A rotation axis has six unknowns and requires at least two points in 3D space or one point plus a directional vector to define it deterministically. (If more than two points are available, a line is fitted through them.) A translation axis, having three unknowns, requires only a directional vector to define it.
For revolute joints, we incrementally rotate the child link based on the joint parameters and identify the maximum range where penetration remains below a predefined threshold.

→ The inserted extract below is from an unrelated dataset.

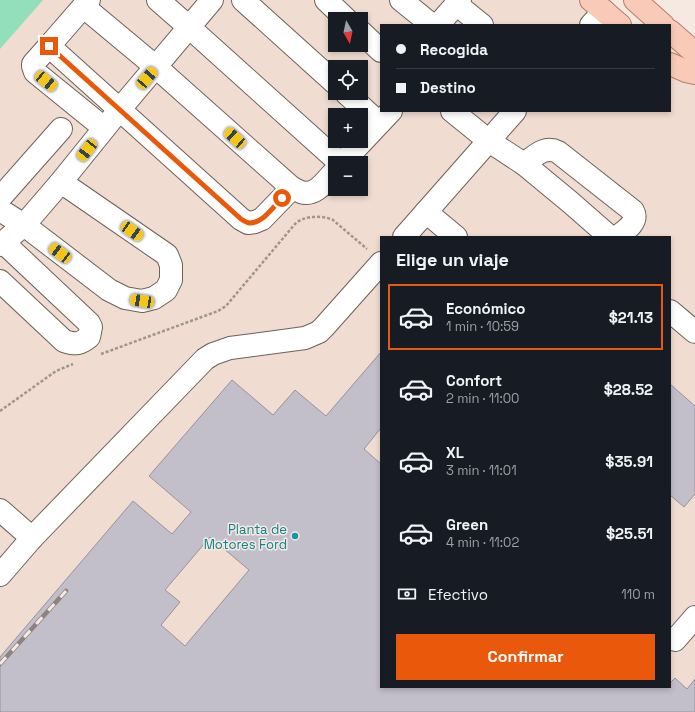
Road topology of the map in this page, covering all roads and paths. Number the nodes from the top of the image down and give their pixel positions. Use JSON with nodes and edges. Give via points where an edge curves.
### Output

For prismatic joints, we follow the joint limits provided by GPT4o.
For details on determining the joint axis, refer to Appendix F: Prompting Details, paragraph Articulation Parameter Estimation, substep 3. For determining the joint limit, refer to substep 4 of the same paragraph.
Q3: How is the SDF of each part computed in section 3.3?
The 3D segmentation step generates a segmented point cloud for each part. For each part, the Signed Distance Function (SDF) of the mesh corresponding to its segmented 3D point cloud is computed. Then, for points outside the part, their SDF values are evaluated. Points with SDF values below a predefined threshold are identified as the connected area.
For further detail, please refer to Appendix F: Prompting Details, paragraph Articulation Parameter Estimation, substep 1.
Q4: How is the optimization process implemented? Where is the text prompt from? How many iterations are required to optimize each object? How long does it take?
We have included the detailed implementation of the optimization process in General Response Section 4A.
In the quantitative experiments, the text prompt used is simply "a OBJECT_CATEGORY_NAME," while the text prompts for qualitative results (Figures 4, 5, and 9) are manually specified. Geometry refinement requires 1,000 iterations, and texture refinement takes 1,600 iterations. Using a single A100 GPU with a rendering resolution of 1024x1024, geometry refinement takes approximately 50 minutes, and texture refinement takes 90 minutes.
Q5: For unconditional generation, how is the experiment conducted? What are the input to this method and other baselines (NAP, CAGE, URDFormer)? Did you retrain URDFormer on the same split as CAGE?
NAP takes no input. CAGE requires a connectivity graph and an object category label as input. URDFormer takes an image as input. Articulate Anything takes a text input, specifically the object category name. For more details of the experimental setup of unconditional generation, including the inputs for Articulate Anything and other baseline methods, please refer to General Response section 4B.
As URDFormer has not released their training code, we used the checkpoint they provided.
Q6: What do the red and blue boxes mean in Figure 5? Is the object shown at the left-most the input?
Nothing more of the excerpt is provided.